- [Work to complete]
Whenever a line in the entries includes the word "edges", copy that line out.

[Collected data]
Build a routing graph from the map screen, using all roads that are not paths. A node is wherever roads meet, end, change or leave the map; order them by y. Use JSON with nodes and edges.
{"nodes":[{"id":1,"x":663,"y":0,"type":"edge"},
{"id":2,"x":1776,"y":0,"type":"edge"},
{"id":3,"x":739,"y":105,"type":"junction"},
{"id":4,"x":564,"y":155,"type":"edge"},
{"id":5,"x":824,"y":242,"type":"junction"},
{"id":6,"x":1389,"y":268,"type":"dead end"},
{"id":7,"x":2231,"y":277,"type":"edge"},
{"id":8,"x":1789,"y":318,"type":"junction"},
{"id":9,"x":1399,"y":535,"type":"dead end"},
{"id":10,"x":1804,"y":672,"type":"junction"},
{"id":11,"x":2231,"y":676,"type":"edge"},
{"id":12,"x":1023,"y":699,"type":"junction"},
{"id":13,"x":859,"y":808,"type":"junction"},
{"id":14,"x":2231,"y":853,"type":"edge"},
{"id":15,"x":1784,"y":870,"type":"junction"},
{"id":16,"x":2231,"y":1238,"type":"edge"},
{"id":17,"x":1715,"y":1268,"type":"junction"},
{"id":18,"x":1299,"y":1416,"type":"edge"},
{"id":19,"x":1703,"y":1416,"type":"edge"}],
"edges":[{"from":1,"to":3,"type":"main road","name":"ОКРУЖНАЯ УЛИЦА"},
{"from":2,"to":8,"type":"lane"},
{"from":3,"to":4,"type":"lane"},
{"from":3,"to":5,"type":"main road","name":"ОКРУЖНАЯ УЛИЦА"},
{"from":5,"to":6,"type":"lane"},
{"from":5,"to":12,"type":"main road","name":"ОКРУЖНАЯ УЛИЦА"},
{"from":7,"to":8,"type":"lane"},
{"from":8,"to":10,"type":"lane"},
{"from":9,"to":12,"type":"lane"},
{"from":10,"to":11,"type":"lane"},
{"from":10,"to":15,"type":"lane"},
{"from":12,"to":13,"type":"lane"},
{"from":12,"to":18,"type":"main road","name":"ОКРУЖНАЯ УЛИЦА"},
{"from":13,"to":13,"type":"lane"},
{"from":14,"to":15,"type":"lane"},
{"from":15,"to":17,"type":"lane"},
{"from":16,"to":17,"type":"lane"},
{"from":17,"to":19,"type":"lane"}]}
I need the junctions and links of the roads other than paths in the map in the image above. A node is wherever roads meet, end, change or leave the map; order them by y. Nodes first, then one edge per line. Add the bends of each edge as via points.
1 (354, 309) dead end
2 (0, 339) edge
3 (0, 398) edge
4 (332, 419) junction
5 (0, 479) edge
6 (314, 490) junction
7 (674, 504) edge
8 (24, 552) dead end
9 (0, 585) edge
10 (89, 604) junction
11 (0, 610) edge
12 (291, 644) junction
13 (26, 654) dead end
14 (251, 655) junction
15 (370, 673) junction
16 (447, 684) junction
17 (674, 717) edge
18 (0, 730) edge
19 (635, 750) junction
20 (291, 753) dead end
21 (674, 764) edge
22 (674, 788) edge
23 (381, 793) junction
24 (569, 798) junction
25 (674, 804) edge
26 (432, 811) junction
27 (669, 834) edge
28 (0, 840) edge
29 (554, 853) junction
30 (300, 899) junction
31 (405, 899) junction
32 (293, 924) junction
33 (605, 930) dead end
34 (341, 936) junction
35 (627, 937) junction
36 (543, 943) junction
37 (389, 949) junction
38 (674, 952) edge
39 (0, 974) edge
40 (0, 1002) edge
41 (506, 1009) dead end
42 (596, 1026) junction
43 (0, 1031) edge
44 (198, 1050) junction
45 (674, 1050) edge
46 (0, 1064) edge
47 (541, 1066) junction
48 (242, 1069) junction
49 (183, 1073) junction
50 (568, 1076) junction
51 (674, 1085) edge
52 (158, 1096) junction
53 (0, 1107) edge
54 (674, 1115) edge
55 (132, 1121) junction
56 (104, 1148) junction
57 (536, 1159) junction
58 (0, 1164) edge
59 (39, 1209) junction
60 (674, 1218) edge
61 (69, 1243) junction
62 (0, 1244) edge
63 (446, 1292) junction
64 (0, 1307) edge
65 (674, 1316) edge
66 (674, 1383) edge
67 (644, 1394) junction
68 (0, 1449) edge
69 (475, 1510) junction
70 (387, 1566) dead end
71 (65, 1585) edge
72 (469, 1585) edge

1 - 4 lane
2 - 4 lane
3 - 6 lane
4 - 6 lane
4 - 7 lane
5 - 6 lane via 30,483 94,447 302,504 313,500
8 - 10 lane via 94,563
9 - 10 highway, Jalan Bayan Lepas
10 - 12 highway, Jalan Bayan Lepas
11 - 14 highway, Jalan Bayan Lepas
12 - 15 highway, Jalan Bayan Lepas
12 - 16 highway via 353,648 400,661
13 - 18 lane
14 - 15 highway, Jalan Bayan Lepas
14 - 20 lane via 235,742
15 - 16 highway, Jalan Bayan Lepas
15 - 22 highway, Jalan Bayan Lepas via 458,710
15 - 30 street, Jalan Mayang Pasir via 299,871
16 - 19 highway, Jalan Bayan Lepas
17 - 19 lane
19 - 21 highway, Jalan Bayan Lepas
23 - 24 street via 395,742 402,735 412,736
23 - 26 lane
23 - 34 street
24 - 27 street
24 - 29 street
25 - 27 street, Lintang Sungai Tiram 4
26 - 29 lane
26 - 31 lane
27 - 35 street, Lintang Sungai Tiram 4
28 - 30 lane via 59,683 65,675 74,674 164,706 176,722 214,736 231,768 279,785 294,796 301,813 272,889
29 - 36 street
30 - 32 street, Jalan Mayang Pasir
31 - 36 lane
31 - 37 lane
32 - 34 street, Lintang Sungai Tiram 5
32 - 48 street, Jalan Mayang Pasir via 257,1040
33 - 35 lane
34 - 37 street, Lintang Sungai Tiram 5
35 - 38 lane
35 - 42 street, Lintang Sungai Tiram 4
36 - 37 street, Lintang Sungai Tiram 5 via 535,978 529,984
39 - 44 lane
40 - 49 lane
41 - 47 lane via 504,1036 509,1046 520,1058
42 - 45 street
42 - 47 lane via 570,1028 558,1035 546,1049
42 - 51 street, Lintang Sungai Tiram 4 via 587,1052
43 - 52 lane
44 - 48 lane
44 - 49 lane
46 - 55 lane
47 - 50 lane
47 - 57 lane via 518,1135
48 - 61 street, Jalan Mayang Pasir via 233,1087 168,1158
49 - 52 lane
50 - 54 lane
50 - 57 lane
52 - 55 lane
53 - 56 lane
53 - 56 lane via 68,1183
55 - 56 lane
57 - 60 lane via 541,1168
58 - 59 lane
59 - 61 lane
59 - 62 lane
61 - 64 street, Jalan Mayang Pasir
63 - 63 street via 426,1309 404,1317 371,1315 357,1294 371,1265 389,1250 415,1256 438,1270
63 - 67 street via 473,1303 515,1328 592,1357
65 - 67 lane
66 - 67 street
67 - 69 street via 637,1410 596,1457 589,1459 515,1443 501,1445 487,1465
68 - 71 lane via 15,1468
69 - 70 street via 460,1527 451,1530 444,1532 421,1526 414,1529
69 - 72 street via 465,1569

- [Solved exercise]
Build a routing graph from the map screen, using all roads that are not paths. A node is wherever roads meet, end, change or leave the map; order them by y. Use JSON with nodes and edges.
"edges":[{"from":1,"to":3,"type":"main road","name":"ОКРУЖНАЯ УЛИЦА"},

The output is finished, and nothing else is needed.